Uno. Piero Colaprico raccontava convinto, nell’estate 2008, che lo scrittore dev’essere preferibilmente giovane, coraggioso e in buona condizione fisica. Sembrava un ritratto piuttosto strano. Lui allora chiariva meglio dicendo che la difficoltà maggiore nello scrivere un romanzo è nella riserva di energie fisiche necessarie per: stare lunghe ore seduti; tenere i gomiti piantati sul tavolo; resistere ai crampi delle mani (o delle dita, se siete bestie scriventi sulla tastiera); mantenere la concentrazione; riprendere in mano le pagine, correggere, buttare, ricominciare...
Due. L’altra mattina il ragazzo e il bimbo stavano chiusi in bagno: il ragazzo al lavandino per finire di prepararsi, il bimbo per terra, seduto sopra un tappeto. Il silenzio arrivava con la medesima forza della luce cruda e tersa della mattina. Il ragazzo rimugina sugli stratagemmi di lavoro e convenienza indispensabili per sopravvivere. Il bimbo inserisce elastici multicolori per capelli dentro un barattolo trasparente. I movimenti di entrambi sono tesi al massimo della concentrazione. Due persone arrovellate su pensieri e gesti ossessivi, ma radicalmente lontani e isolati. Nessuno dei due sapeva più se l’altro era ancora presente.

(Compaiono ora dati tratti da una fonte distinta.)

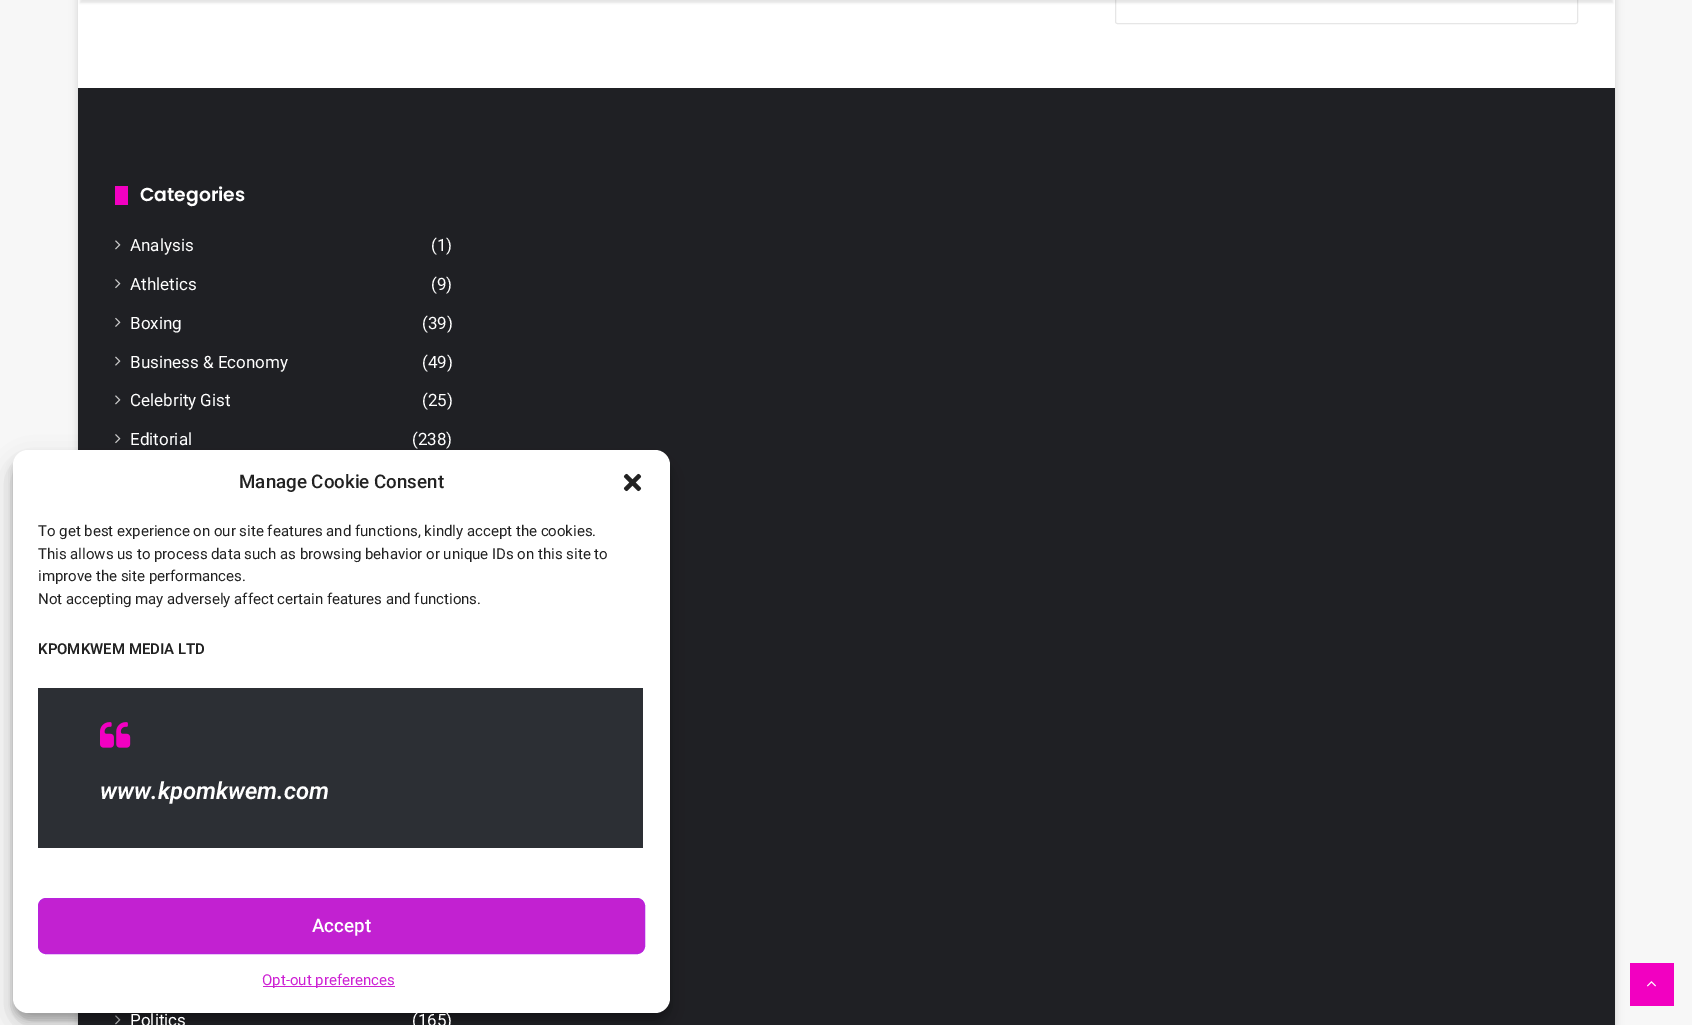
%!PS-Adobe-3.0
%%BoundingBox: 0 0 1692 1025
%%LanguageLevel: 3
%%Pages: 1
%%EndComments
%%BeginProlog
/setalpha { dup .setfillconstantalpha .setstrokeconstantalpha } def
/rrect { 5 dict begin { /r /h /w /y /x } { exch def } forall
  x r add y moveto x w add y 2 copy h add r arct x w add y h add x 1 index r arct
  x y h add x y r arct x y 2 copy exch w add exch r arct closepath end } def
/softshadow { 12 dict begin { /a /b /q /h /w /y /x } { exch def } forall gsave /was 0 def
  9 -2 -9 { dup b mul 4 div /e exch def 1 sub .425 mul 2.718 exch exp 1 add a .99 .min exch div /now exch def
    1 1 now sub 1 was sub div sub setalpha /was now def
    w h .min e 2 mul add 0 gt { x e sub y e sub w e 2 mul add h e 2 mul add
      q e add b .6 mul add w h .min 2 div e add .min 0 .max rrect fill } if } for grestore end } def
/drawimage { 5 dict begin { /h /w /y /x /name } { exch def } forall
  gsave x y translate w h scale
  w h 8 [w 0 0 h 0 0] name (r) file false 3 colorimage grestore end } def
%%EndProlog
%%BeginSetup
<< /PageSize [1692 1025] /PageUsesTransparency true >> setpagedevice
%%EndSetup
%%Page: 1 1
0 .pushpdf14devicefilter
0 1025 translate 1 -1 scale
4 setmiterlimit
0.969 setgray
0 0 1692 1025 rectfill
0.671 setgray
78 -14 1537 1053 0 4.5 0.5 softshadow
1 setgray
78 0 1537 88 rectfill
0.902 setgray
1115.5 -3.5 462 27 2 rrect stroke
0 setgray
80 -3 1533 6 0 1 0.1 softshadow
0.122 0.125 0.141 setrgbcolor
78 88 1537 937 rectfill
0.949 0 0.757 setrgbcolor
115 186 13 19 rectfill
(images/1.raw) 115 240 6 10 drawimage
(images/2.raw) 115 279 6 10 drawimage
(images/3.raw) 115 317 6 10 drawimage
(images/4.raw) 115 356 6 10 drawimage
(images/1.raw) 115 395 6 10 drawimage
(images/2.raw) 115 434 6 10 drawimage
(images/1.raw) 115 1015 6 10 drawimage
1630 963 44 43 rectfill
(images/5.raw) 1647 981 9 6 drawimage
0 setgray
13 458 657 562 15 4 0.23 softshadow
13 463 657 562 15 12.5 0.19 softshadow
1 setgray
13 450 657 563 15 rrect fill
(images/6.raw) 623 473 19 19 drawimage
0.173 0.184 0.204 setrgbcolor
38 688 605 160 rectfill
(images/7.raw) 100 722 31 26 drawimage
0.761 0.129 0.82 setrgbcolor
38.5 898.5 606 55 7.5 rrect gsave fill grestore
0.722 0.137 0.867 setrgbcolor
stroke
0.804 0.129 0.827 setrgbcolor
263 986 132 1 rectfill
/Poppins-SemiBold [18.75 0 0 -18.75 0 0] selectfont
1 setgray
140 201 moveto (Categories) show
/Roboto-Regular [17 0 0 -17 0 0] selectfont
130 251 moveto (Analysis) show
431 251 moveto (\(1\)) show
130 290 moveto (Athletics) show
431 290 moveto (\(9\)) show
130 329 moveto (Boxing) show
422 329 moveto (\(39\)) show
130 368 moveto (Business & Economy) show
422 368 moveto (\(49\)) show
130 406 moveto (Celebrity Gist) show
422 406 moveto (\(25\)) show
130 445 moveto (Editorial) show
412 445 moveto (\(238\)) show
130 1026 moveto (Politics) show
412 1026 moveto (\(165\)) show
/Roboto-Medium [18.75 0 0 -18.75 0 0] selectfont
0.133 setgray
239 488 moveto (Manage Cookie Consent) show
/Roboto-Regular [15 0 0 -15 0 0] selectfont
38 536 moveto (To get best experience on our site features and functions, kindly accept the cookies.) show
38 559 moveto (This allows us to process data such as browsing behavior or unique IDs on this site to) show
38 581 moveto (improve the site performances.) show
38 604 moveto (Not accepting may adversely affect certain features and functions.) show
/Roboto-SemiBold [15 0 0 -15 0 0] selectfont
38 654 moveto (KPOMKWEM MEDIA LTD) show
/Roboto-SemiBoldItalic [23.75 0 0 -23.75 0 0] selectfont
1 setgray
100 799 moveto (www.kpomkwem.com) show
/Roboto-Medium [18.75 0 0 -18.75 0 0] selectfont
312 932 moveto (Accept) show
/Roboto-Regular [15 0 0 -15 0 0] selectfont
0.804 0.129 0.827 setrgbcolor
262 985 moveto (Opt-out preferences) show
.poppdf14devicefilter showpage
%%EOF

Tre. La procedura domestica porta a scoperte inquietanti. L’evento minimo trasla in rivelazione quando il meccanismo si ripete identico sotto i nostri occhi ogni giorno. Preparare il latte, per esempio. Non so se capita solo a me, ma è praticamente impossibile evitare a una goccia di cadere fuori dalla tazza. Succede però in maniera imprevista: quando si versa dalla bottiglia alla tazza, oppure nel tragitto verso il tavolo, per non parlare di quando si inzuppano i biscotti. È indecente: almeno una goccia scappa sempre, puntuale, ogni stramaledetto giorno, al controllo più minuzioso. La ripetizione apre le porte alla legge del caos.